Every person carries a locked box full of forbidden thoughts, acts, possibilities with them, you think hurrying to your appointment with the young woman. She has alternately teased you—brushing her long limbed body against yours so that the heat of her lithe excitement passed into your legs and lap sodden with the beer she poured continually from the cask brought at her request—then lightly pushing you away, finally responding stiffly when you took her hand to say goodbye.

At the end of the evening, the box feels empty though on the way over its secrets threatened to burst the lid.

Why is the box empty? Symmetry would seem to underlie the cosmos. As she withdrew her excitement in you, an electrical spark flickered fainter and fainter toward her. You noted the lines burnt under her eyes. The disorderly charm of her hair dissipated and left it simply unattractive, a bird’s nest. Her description of her present boyfriend who was not sure what he felt toward her seemed more and more to fit your own feelings for her and the decision she articulated to simply withdraw from this man, ill matched it seemed except for that initial rage of voluptuous desire, and spend the time instead in books was exactly what you recommended to yourself as you walked, weightlessly, from her front door.

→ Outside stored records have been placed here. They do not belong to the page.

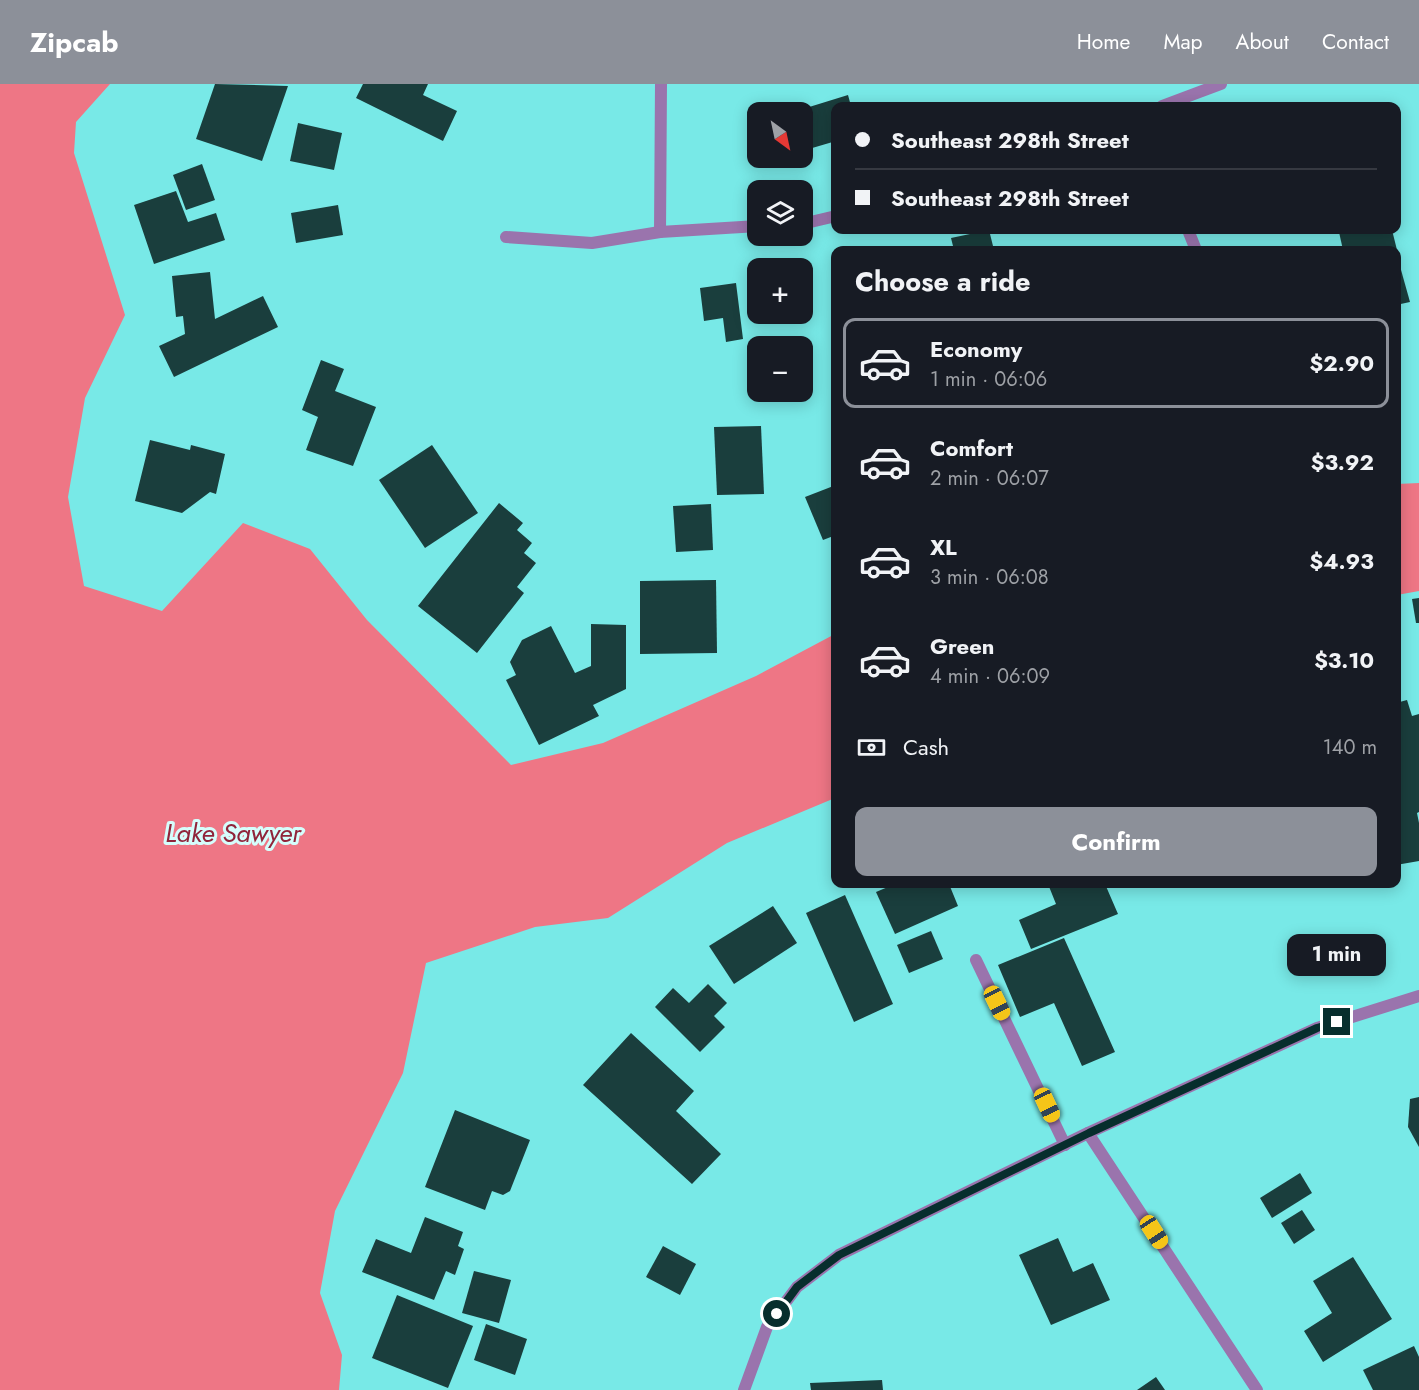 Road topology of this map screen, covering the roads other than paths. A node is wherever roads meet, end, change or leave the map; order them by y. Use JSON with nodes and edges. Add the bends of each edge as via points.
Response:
{"nodes":[{"id":1,"x":660,"y":84,"type":"edge"},
{"id":2,"x":1221,"y":84,"type":"edge"},
{"id":3,"x":1173,"y":102,"type":"edge"},
{"id":4,"x":831,"y":217,"type":"edge"},
{"id":5,"x":813,"y":221,"type":"edge"},
{"id":6,"x":747,"y":227,"type":"edge"},
{"id":7,"x":660,"y":232,"type":"junction"},
{"id":8,"x":506,"y":237,"type":"dead end"},
{"id":9,"x":976,"y":960,"type":"dead end"},
{"id":10,"x":1419,"y":996,"type":"edge"},
{"id":11,"x":1089,"y":1133,"type":"junction"},
{"id":12,"x":1065,"y":1145,"type":"junction"},
{"id":13,"x":744,"y":1390,"type":"edge"},
{"id":14,"x":1257,"y":1390,"type":"edge"}],
"edges":[{"from":1,"to":7,"type":"street"},
{"from":2,"to":3,"type":"street"},
{"from":4,"to":5,"type":"street"},
{"from":6,"to":7,"type":"street"},
{"from":7,"to":8,"type":"street","via":[[592,243]]},
{"from":9,"to":12,"type":"street"},
{"from":10,"to":11,"type":"street","via":[[1317,1028]]},
{"from":11,"to":12,"type":"street"},
{"from":11,"to":14,"type":"street"},
{"from":12,"to":13,"type":"street","via":[[839,1255],[797,1287],[766,1327]]}]}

Entropy suggests the arrow of time in some models of the universe. In the most accurate modes of this one so far, all things process toward greater disorder and appear to fall apart.

What had been in the box for that brief moment when it seemed to contain not just an irrepressible amount of energy, but the secret of time turned back, bending the powerful arch of its arc? At least in your eyes you saw from another angle, one in which you could recover youth.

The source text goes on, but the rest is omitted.